ACTIVITY: Which lines of the data hold the word "lane"? Copy all of them.

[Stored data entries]
+--
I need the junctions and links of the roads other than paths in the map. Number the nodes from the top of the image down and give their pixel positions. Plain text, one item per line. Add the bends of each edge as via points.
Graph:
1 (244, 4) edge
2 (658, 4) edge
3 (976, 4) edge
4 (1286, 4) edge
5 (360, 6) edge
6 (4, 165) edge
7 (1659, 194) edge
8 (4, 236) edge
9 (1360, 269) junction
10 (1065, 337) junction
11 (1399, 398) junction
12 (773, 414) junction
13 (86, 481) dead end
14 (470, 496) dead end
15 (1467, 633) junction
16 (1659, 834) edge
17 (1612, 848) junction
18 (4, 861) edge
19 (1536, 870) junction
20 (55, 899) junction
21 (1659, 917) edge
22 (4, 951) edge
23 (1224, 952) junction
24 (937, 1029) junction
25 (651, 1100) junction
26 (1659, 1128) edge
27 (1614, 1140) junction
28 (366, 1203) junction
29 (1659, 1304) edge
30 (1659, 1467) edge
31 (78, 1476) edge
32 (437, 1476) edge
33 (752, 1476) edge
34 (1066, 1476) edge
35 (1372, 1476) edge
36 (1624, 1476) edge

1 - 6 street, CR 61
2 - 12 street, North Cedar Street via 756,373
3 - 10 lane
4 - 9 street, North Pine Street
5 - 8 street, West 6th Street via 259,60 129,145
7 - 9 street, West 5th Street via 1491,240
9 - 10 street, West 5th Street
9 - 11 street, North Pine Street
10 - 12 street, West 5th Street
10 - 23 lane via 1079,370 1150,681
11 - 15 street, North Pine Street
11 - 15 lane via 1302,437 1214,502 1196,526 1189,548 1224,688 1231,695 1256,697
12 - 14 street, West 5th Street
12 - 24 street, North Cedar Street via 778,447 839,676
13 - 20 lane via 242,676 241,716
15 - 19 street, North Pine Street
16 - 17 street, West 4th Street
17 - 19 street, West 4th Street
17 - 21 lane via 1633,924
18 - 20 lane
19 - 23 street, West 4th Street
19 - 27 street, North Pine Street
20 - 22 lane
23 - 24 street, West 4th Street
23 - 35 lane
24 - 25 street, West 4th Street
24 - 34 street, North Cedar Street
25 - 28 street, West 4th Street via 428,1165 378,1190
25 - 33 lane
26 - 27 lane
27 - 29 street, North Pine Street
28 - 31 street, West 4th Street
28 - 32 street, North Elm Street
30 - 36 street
+--
WRITTEN SOLUTION:
3 - 10 lane
10 - 23 lane via 1079,370 1150,681
11 - 15 lane via 1302,437 1214,502 1196,526 1189,548 1224,688 1231,695 1256,697
13 - 20 lane via 242,676 241,716
17 - 21 lane via 1633,924
18 - 20 lane
20 - 22 lane
23 - 35 lane
25 - 33 lane
26 - 27 lane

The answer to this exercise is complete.